Die niederländische de Volkskrant analysiert die Körpersprache der beiden Kandidierenden und schreibt über Kamala Harris: “Je wütender Trump wird, desto stärker wirkt sie. Immer weiter lehnt sich
Trump über das Rednerpult, die Schultern gekrümmt. Harris, die
gleichzeitig auf dem geteilten Bildschirm zu sehen ist, lächelt
entspannt. Das Muster wiederholt sich immer wieder. Unablässig drückt
Harris auf eine empfindliche Stelle und Trumps Reaktionen steigern sich
zu Raserei.”
Doch die niederländische Zeitung gibt auch zu bedenken: “Trump dürfte am Dienstagabend nur wenige
Kritiker für sich eingenommen haben. Dennoch ist es fraglich, ob diese
Debatte einen großen Unterschied für ihn machen wird. Seine treuen
Anhänger haben nichts gesehen, was sie nicht schon lange von ihm gewohnt
sind.”
Die polnische Rzeczpospolita schreibt: “Kamala Harris brauchte einen Durchbruch. Am Dienstagabend entdeckte
Amerika eine Politikerin, die zubeißen kann. Schmerzhaft. An mehreren
Stellen der 90-minütigen Debatte gelang es ihr sogar, Trump
aus dem Gleichgewicht zu bringen. Zum Beispiel, als sie sagte, dass die
Leute seine Kundgebungen aus Langeweile verlassen, oder als sie
behauptete, dass die führenden Politiker der Welt über ihn lachen.”

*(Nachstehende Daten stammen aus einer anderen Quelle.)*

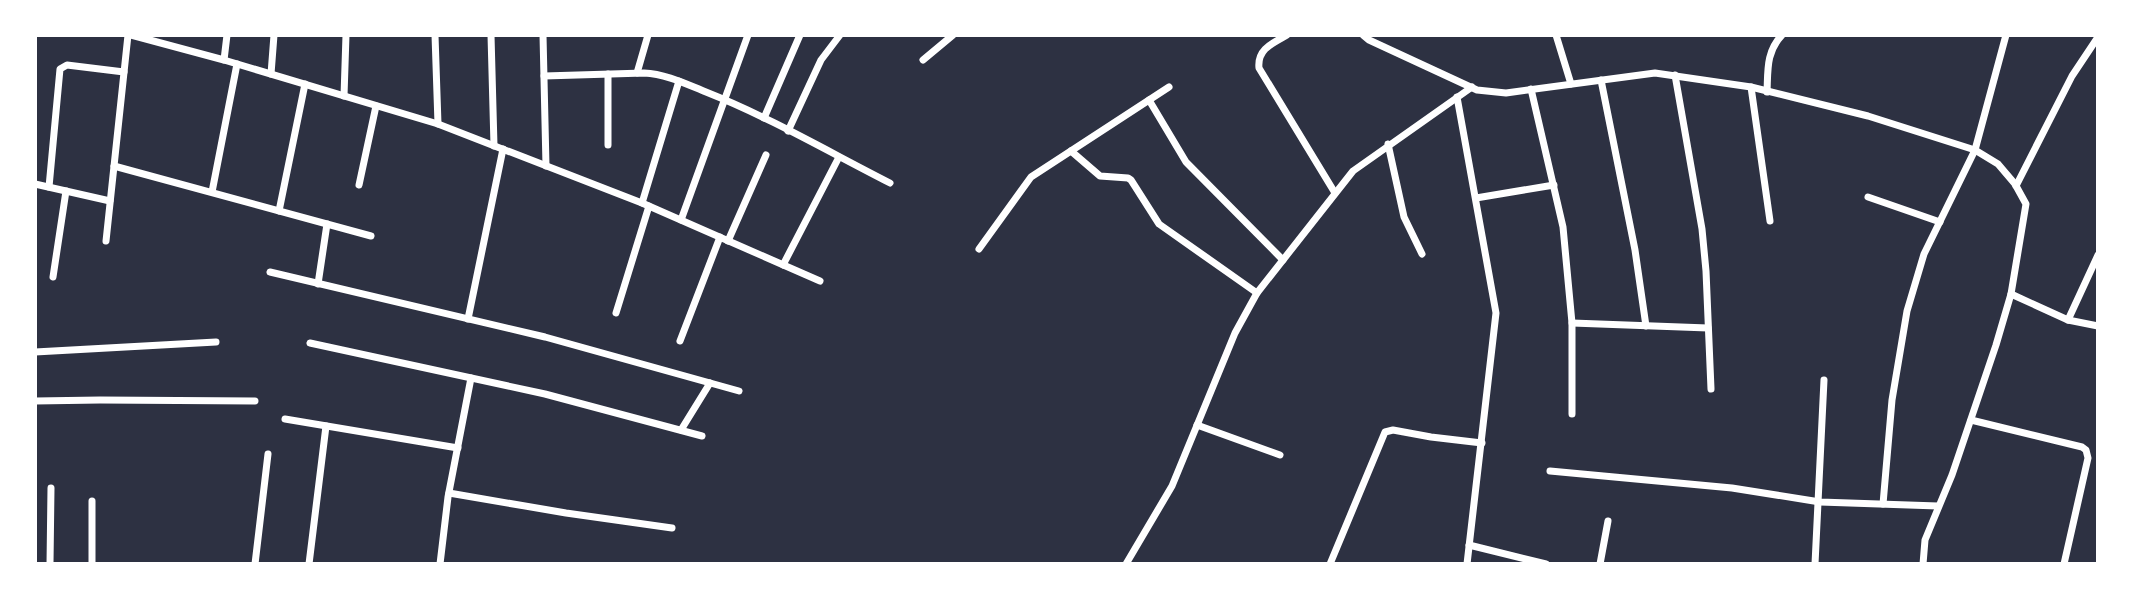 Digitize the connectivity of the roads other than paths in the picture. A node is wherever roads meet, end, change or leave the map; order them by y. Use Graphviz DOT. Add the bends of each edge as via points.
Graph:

Außerdem heißt es in der polnischen Zeitung: “Zu Beginn der Debatte erinnerte Harris daran, dass sie die Einzige auf
dem Podium sei, die aus der Mittelschicht stammt.” Es sei hingegen der
Milliardär Trump gewesen, “der auf die größte Plage der
US-Bevölkerung hinwies. Es sind vor allem die sprunghaft gestiegenen
Preise, die immer mehr Güter für Millionen unerschwinglich machen.
Deshalb fürchten viele Amerikaner die Verarmung und ärgern sich über die
liberalen Eliten, aus denen auch Harris stammt.”